Accountable Care Organizations Don’t Always Boost Medication Adherence

Accountable Care Organizations Don’t Always Boost Medication Adherence
Stephanie Swanson, Pharm.D., North Memorial Health Northeast Clinic

Background: Accountable care organizations (ACOs) in the Medicare Shared Savings Program (MSSP) under the Affordable Care Act (ACA) are evaluated on performance through a variety of quality measures. Through 2014, almost half of these measures focused on cardiovascular disease and diabetes, specifically on disease control and medication use. Medication adherence has been identified as a tool to improve these measures as prescription drug spending is not included in the MSSP financial calculation.
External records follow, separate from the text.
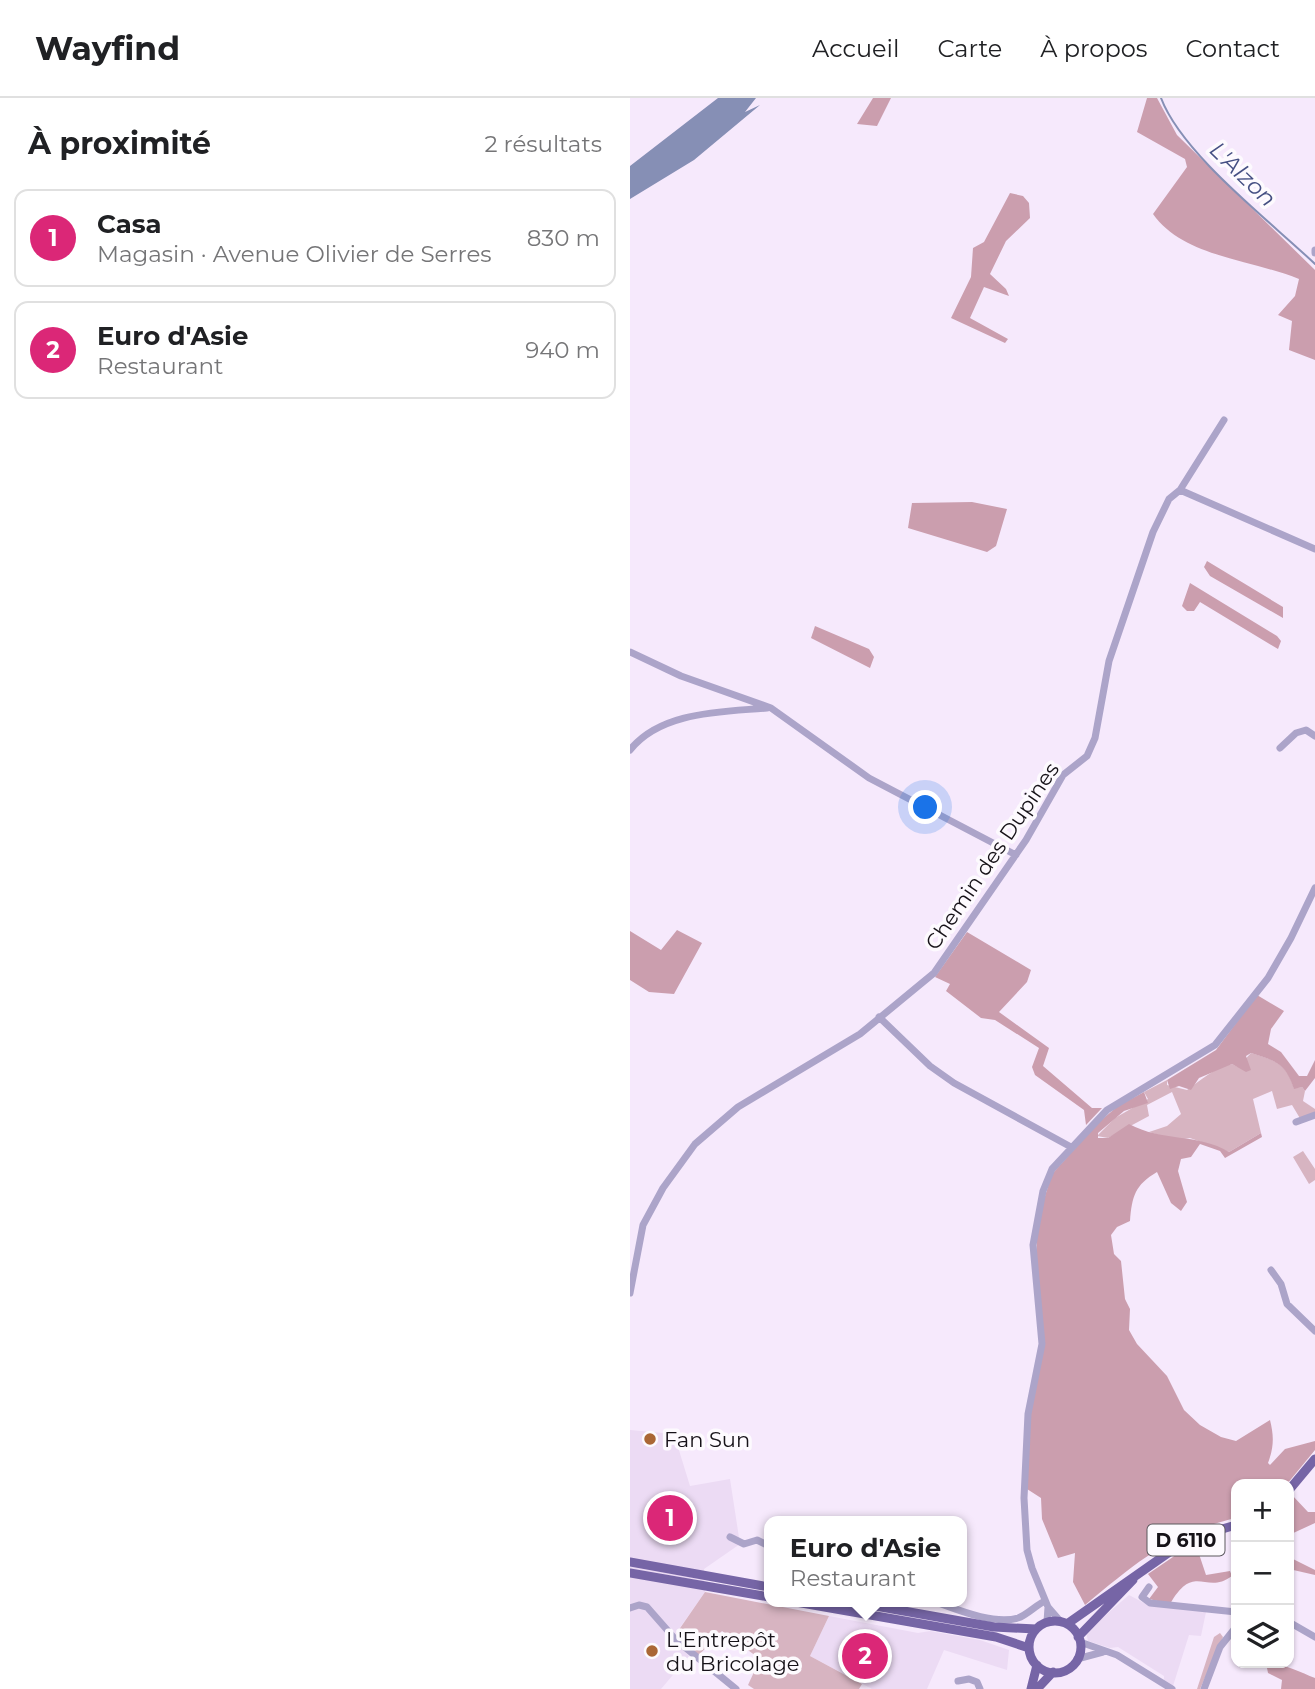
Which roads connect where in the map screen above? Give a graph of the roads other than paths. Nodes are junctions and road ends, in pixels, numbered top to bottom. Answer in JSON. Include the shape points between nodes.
{"nodes":[{"id":1,"x":1224,"y":420,"type":"dead end"},
{"id":2,"x":1180,"y":490,"type":"junction"},
{"id":3,"x":1315,"y":549,"type":"edge"},
{"id":4,"x":630,"y":652,"type":"edge"},
{"id":5,"x":771,"y":708,"type":"junction"},
{"id":6,"x":1315,"y":736,"type":"edge"},
{"id":7,"x":1280,"y":748,"type":"dead end"},
{"id":8,"x":630,"y":750,"type":"edge"},
{"id":9,"x":1016,"y":855,"type":"junction"},
{"id":10,"x":1315,"y":888,"type":"edge"},
{"id":11,"x":879,"y":1017,"type":"junction"},
{"id":12,"x":1315,"y":1115,"type":"edge"},
{"id":13,"x":1296,"y":1122,"type":"dead end"},
{"id":14,"x":1071,"y":1147,"type":"junction"},
{"id":15,"x":1271,"y":1270,"type":"dead end"},
{"id":16,"x":630,"y":1293,"type":"edge"},
{"id":17,"x":1315,"y":1331,"type":"edge"},
{"id":18,"x":1315,"y":1459,"type":"edge"},
{"id":19,"x":1294,"y":1483,"type":"edge"},
{"id":20,"x":1231,"y":1526,"type":"edge"},
{"id":21,"x":730,"y":1537,"type":"dead end"},
{"id":22,"x":764,"y":1543,"type":"edge"},
{"id":23,"x":630,"y":1562,"type":"edge"},
{"id":24,"x":1142,"y":1570,"type":"junction"},
{"id":25,"x":630,"y":1573,"type":"edge"},
{"id":26,"x":764,"y":1586,"type":"edge"},
{"id":27,"x":1149,"y":1587,"type":"dead end"},
{"id":28,"x":764,"y":1596,"type":"edge"},
{"id":29,"x":1047,"y":1604,"type":"junction"},
{"id":30,"x":825,"y":1607,"type":"edge"},
{"id":31,"x":881,"y":1607,"type":"edge"},
{"id":32,"x":951,"y":1607,"type":"edge"},
{"id":33,"x":630,"y":1608,"type":"edge"},
{"id":34,"x":1231,"y":1611,"type":"edge"},
{"id":35,"x":1047,"y":1622,"type":"junction"},
{"id":36,"x":1064,"y":1623,"type":"junction"},
{"id":37,"x":1294,"y":1625,"type":"edge"},
{"id":38,"x":1036,"y":1629,"type":"junction"},
{"id":39,"x":1231,"y":1633,"type":"edge"},
{"id":40,"x":1315,"y":1637,"type":"edge"},
{"id":41,"x":1079,"y":1639,"type":"junction"},
{"id":42,"x":1029,"y":1648,"type":"junction"},
{"id":43,"x":1107,"y":1652,"type":"junction"},
{"id":44,"x":1077,"y":1659,"type":"junction"},
{"id":45,"x":1037,"y":1665,"type":"junction"},
{"id":46,"x":1053,"y":1672,"type":"junction"},
{"id":47,"x":958,"y":1681,"type":"dead end"},
{"id":48,"x":736,"y":1689,"type":"edge"},
{"id":49,"x":980,"y":1689,"type":"edge"},
{"id":50,"x":1031,"y":1689,"type":"edge"},
{"id":51,"x":1037,"y":1689,"type":"edge"},
{"id":52,"x":1172,"y":1689,"type":"edge"},
{"id":53,"x":1204,"y":1689,"type":"edge"}],
"edges":[{"from":1,"to":2,"type":"street","name":"Chemin des Dupines"},
{"from":2,"to":3,"type":"street"},
{"from":2,"to":9,"type":"street","name":"Chemin des Dupines","via":[[1169,499],[1135,578],[1107,668],[1093,746],[1063,775]]},
{"from":4,"to":5,"type":"street"},
{"from":5,"to":8,"type":"street","via":[[721,710],[658,728],[641,736]]},
{"from":5,"to":9,"type":"street","via":[[869,778]]},
{"from":6,"to":7,"type":"street","via":[[1306,730],[1296,733]]},
{"from":9,"to":11,"type":"street","name":"Chemin des Dupines","via":[[934,973]]},
{"from":10,"to":14,"type":"street","via":[[1268,978],[1215,1045],[1107,1110]]},
{"from":11,"to":14,"type":"street","via":[[954,1083]]},
{"from":11,"to":16,"type":"street","name":"Chemin des Dupines","via":[[860,1034],[720,1119],[695,1144],[643,1225]]},
{"from":12,"to":13,"type":"street"},
{"from":14,"to":29,"type":"street","via":[[1052,1169],[1043,1191],[1033,1244],[1042,1344],[1028,1414],[1024,1498],[1027,1550]]},
{"from":15,"to":17,"type":"street","via":[[1287,1304]]},
{"from":18,"to":19,"type":"main road"},
{"from":20,"to":24,"type":"main road","number":"D 6110","via":[[1188,1539]]},
{"from":21,"to":22,"type":"street","via":[[744,1544],[757,1539]]},
{"from":23,"to":26,"type":"main road"},
{"from":24,"to":36,"type":"main road","number":"D 6110"},
{"from":24,"to":41,"type":"main road","number":"D 6110"},
{"from":25,"to":28,"type":"main road"},
{"from":27,"to":34,"type":"street","via":[[1142,1597],[1150,1602]]},
{"from":29,"to":32,"type":"street","via":[[1012,1619]]},
{"from":29,"to":35,"type":"street"},
{"from":29,"to":36,"type":"street"},
{"from":30,"to":42,"type":"main road","via":[[996,1637]]},
{"from":31,"to":38,"type":"main road","via":[[994,1627]]},
{"from":33,"to":48,"type":"street","via":[[647,1608],[676,1640]]},
{"from":35,"to":36,"type":"main road"},
{"from":35,"to":38,"type":"main road"},
{"from":36,"to":41,"type":"main road"},
{"from":37,"to":40,"type":"street"},
{"from":38,"to":42,"type":"main road"},
{"from":39,"to":53,"type":"street","via":[[1220,1647]]},
{"from":41,"to":43,"type":"street"},
{"from":41,"to":44,"type":"main road"},
{"from":42,"to":45,"type":"main road"},
{"from":43,"to":44,"type":"street"},
{"from":43,"to":52,"type":"street"},
{"from":44,"to":46,"type":"main road","via":[[1067,1669]]},
{"from":45,"to":46,"type":"main road"},
{"from":45,"to":50,"type":"main road"},
{"from":46,"to":51,"type":"main road"},
{"from":47,"to":49,"type":"street","via":[[969,1679]]}]}
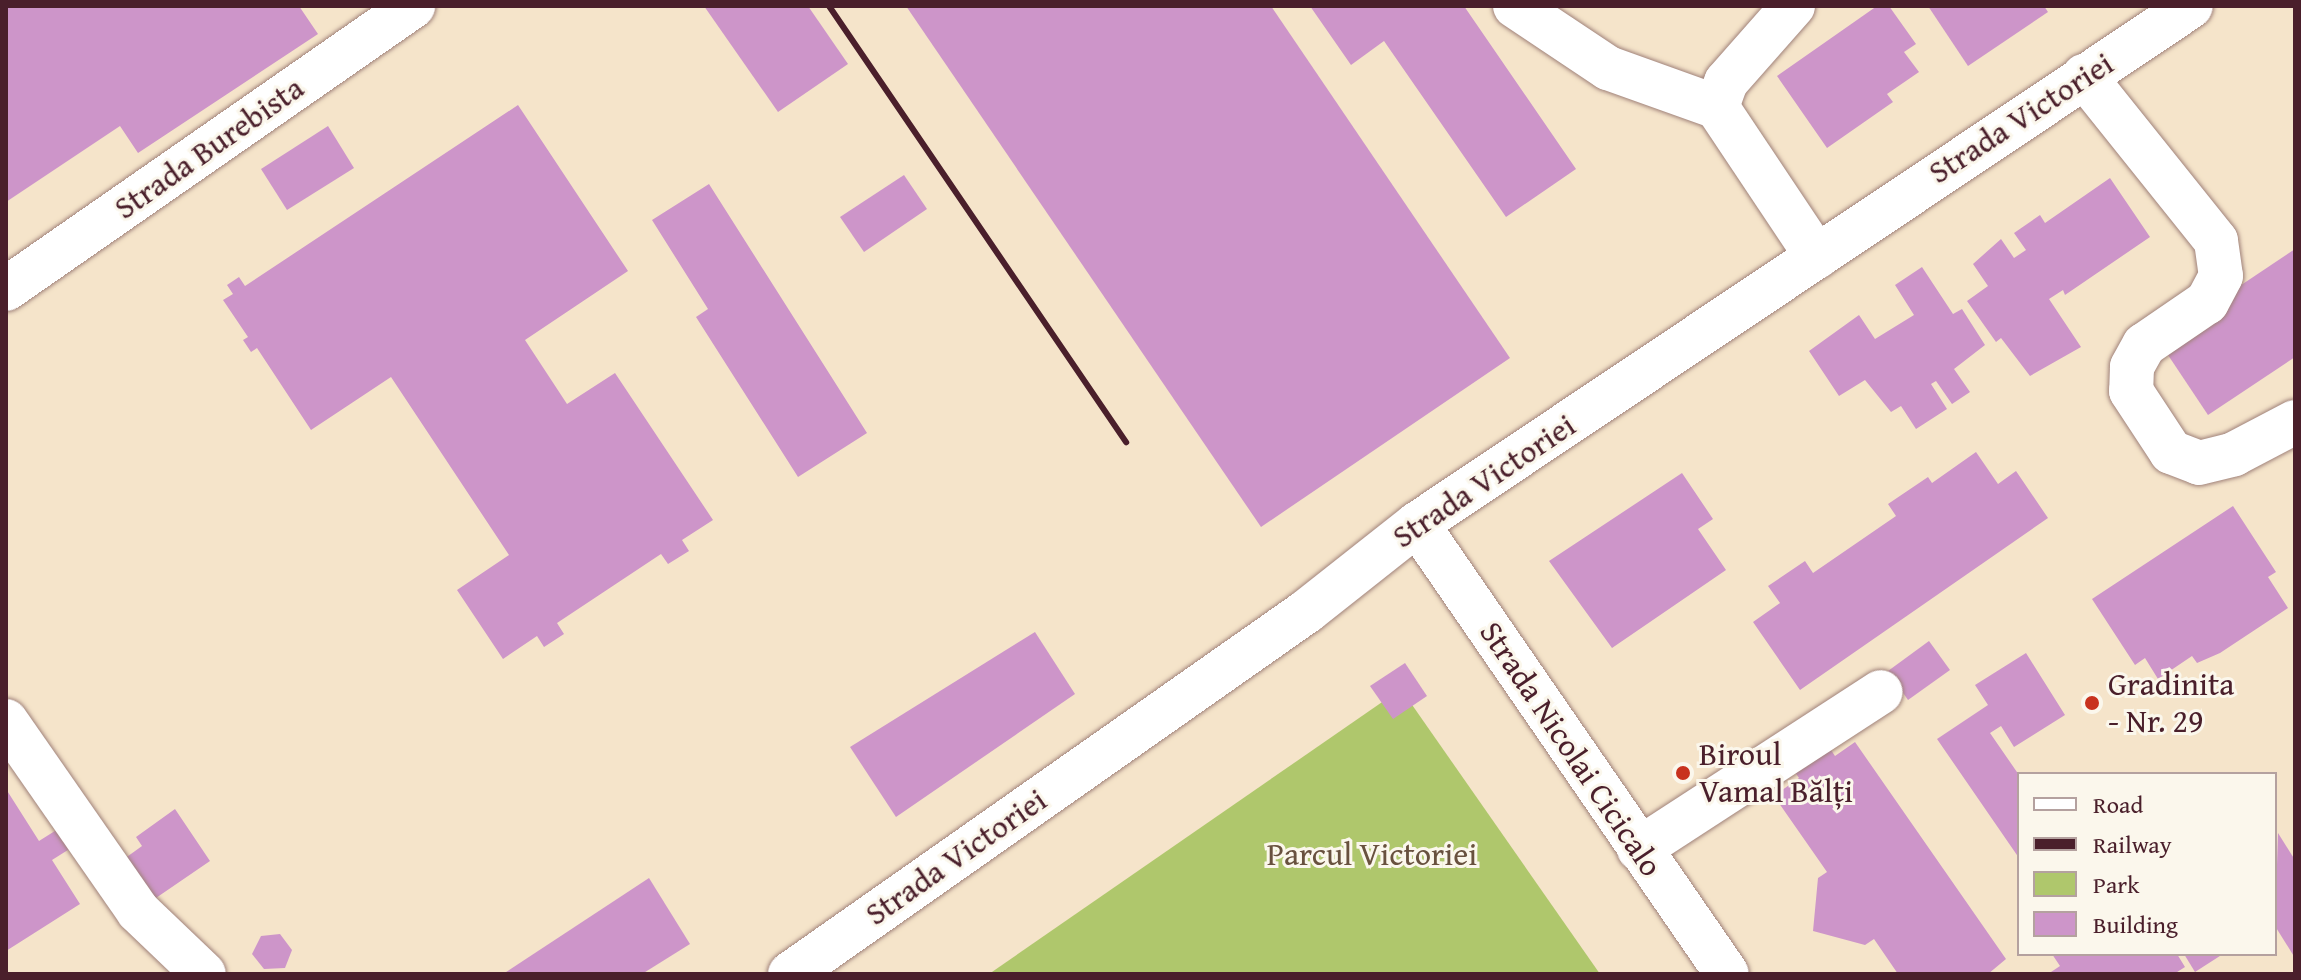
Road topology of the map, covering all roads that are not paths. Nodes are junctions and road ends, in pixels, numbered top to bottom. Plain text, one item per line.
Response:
1 (413, 6) edge
2 (1515, 6) edge
3 (1793, 6) edge
4 (2167, 12) edge
5 (2084, 76) junction
6 (1717, 107) junction
7 (1817, 257) junction
8 (6, 289) edge
9 (2295, 422) edge
10 (1417, 524) junction
11 (1881, 692) dead end
12 (6, 721) edge
13 (1639, 849) junction
14 (204, 974) edge
15 (790, 974) edge
16 (1727, 974) edge

1 - 8 street, Strada Burebista
2 - 6 street
3 - 6 street
4 - 5 street, Strada Victoriei
5 - 7 street, Strada Victoriei
5 - 9 street
6 - 7 street
7 - 10 street, Strada Victoriei
10 - 13 street, Strada Nicolai Cicicalo
10 - 15 street, Strada Victoriei
11 - 13 street
12 - 14 street
13 - 16 street, Strada Nicolai Cicicalo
Objective: To evaluate if the MSSP has been associated with changes in medication use or adherence for patients with cardiovascular disease or diabetes within ACOs. 

Study Design: Data from Medicare claims and enrollment files from 2009 to 2014 were analyzed for a 20% sample of fee-for-service beneficiaries. A total of six drug classes (statins, angiotensin-converting enzymes and angiotensin II receptor blockers, beta blockers, thiazide diuretics, calcium channel blockers, and metformin) were evaluated for proportion of days covered (PDC) by filled prescriptions for any beneficiary that had at least one prescription filled of the identified drug classes during the time frame. The denominator for the PDC was 365 days or the number of days remaining in the year after the first prescription fill. The numerator was the total days of drugs in the class supplied in the year. A difference-in-difference approach and linear regression was used to compare the changes in medication use and adherence between ACO beneficiaries and those with local non-ACO providers. Differential changes were estimated separately for cohorts of ACOs entering the MSSP in 2012, 2013, and 2014. 

Results: Overall, differential changes in medication use and adherence between the groups in all six drug classes were minimal and not statistically significant. There was a slight increase in thiazides among beneficiaries with hypertension in the 2013 entry cohort (adjusted differential change, 0.5 percentage point [95% CI 0.1-0.8 percentage points). There were also no significant differential changes in PDC, except for a slight increase in the PDC for beta blockers in the 2012 entry cohort (adjusted differential change, 0.3 percentage point; [95% CI 0.1-0.5 percentage points]) and metformin in the 2012 and 2013 cohorts (adjusted differential change, 0.5 percentage point; [95% CI 0.1-0.9 percentage points] for both groups). 

Conclusions: The investigators concluded that at this time, exposure to the MSSP has not been associated with meaningful changes in medication use or adherence among patients with cardiovascular disease and diabetes. Further studies need to be conducted to identify which components are most contributing to the benefit of ACOs and furthermore, understand the steps to success of these programs.

References:

McWilliams JM, Najafzadeh M, Shrank WH, Polinski JM. Association of changes in medication use and adherence with accountable care organization exposure in patients with cardiovascular disease or diabetes. JAMA. July 2017. doi:10.1001/jamacardio.2017.2172.